DATA FOR THIS TASK:

####################

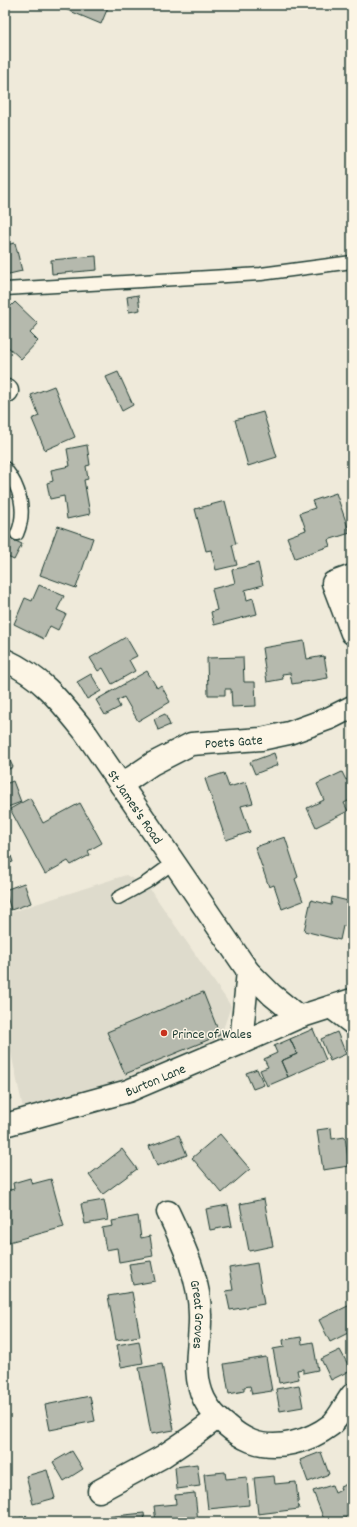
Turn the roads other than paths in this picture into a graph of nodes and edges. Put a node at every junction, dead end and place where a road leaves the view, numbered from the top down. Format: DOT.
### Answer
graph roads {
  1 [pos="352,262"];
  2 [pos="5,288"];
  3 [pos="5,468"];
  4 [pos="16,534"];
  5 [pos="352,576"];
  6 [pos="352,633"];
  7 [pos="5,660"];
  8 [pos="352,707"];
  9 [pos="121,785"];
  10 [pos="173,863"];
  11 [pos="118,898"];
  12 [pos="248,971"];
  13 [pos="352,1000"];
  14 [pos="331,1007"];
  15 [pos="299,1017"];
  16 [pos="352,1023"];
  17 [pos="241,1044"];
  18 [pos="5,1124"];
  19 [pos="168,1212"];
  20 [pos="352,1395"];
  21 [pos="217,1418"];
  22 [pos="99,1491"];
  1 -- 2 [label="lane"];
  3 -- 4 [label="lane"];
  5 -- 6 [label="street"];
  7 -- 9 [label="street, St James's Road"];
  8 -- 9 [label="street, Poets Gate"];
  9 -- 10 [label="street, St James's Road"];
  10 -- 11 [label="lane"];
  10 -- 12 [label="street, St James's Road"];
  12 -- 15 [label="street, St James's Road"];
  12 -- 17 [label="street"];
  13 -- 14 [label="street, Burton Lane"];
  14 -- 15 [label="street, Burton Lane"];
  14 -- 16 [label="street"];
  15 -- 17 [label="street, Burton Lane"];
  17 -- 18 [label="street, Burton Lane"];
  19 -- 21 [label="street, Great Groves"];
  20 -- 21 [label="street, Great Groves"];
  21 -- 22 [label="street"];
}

####################

TASK OBJECTIVE: Lines in the data that include the word "graph" should all be copied.

EXPECTED OUTPUT:
Turn the roads other than paths in this picture into a graph of nodes and edges. Put a node at every junction, dead end and place where a road leaves the view, numbered from the top down. Format: DOT.
graph roads {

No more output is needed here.